-- Task to carry out --
Read the lines of the data below and retrieve those with "main".

-- Data for processing --
# # # # #
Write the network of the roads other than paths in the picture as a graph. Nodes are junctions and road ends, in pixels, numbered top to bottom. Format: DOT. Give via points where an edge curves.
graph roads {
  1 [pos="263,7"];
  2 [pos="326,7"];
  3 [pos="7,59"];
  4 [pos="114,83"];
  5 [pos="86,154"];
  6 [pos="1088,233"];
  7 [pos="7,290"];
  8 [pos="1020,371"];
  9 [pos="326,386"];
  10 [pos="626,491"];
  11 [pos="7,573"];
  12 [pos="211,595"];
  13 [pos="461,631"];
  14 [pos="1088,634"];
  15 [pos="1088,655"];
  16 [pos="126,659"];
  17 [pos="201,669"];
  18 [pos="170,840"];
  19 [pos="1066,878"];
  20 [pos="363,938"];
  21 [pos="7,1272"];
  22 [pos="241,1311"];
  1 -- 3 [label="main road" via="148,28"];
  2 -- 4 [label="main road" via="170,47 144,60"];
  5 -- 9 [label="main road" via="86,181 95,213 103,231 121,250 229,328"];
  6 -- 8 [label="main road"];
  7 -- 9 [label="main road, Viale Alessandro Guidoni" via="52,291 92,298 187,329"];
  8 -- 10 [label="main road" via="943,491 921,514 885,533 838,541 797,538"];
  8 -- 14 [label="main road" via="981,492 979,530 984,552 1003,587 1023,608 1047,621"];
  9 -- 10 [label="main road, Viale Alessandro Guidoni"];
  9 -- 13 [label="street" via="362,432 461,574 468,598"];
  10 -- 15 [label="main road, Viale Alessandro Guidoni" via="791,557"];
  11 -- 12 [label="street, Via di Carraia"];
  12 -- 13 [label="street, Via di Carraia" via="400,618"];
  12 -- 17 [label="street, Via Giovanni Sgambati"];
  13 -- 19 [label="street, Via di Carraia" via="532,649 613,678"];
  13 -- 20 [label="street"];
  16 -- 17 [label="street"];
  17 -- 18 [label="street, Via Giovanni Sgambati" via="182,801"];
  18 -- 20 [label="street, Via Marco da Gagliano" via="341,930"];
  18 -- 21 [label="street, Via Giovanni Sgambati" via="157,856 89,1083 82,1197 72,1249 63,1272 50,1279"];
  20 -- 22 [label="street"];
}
# # # # #
-- Answer box --
  1 -- 3 [label="main road" via="148,28"];
  2 -- 4 [label="main road" via="170,47 144,60"];
  5 -- 9 [label="main road" via="86,181 95,213 103,231 121,250 229,328"];
  6 -- 8 [label="main road"];
  7 -- 9 [label="main road, Viale Alessandro Guidoni" via="52,291 92,298 187,329"];
  8 -- 10 [label="main road" via="943,491 921,514 885,533 838,541 797,538"];
  8 -- 14 [label="main road" via="981,492 979,530 984,552 1003,587 1023,608 1047,621"];
  9 -- 10 [label="main road, Viale Alessandro Guidoni"];
  10 -- 15 [label="main road, Viale Alessandro Guidoni" via="791,557"];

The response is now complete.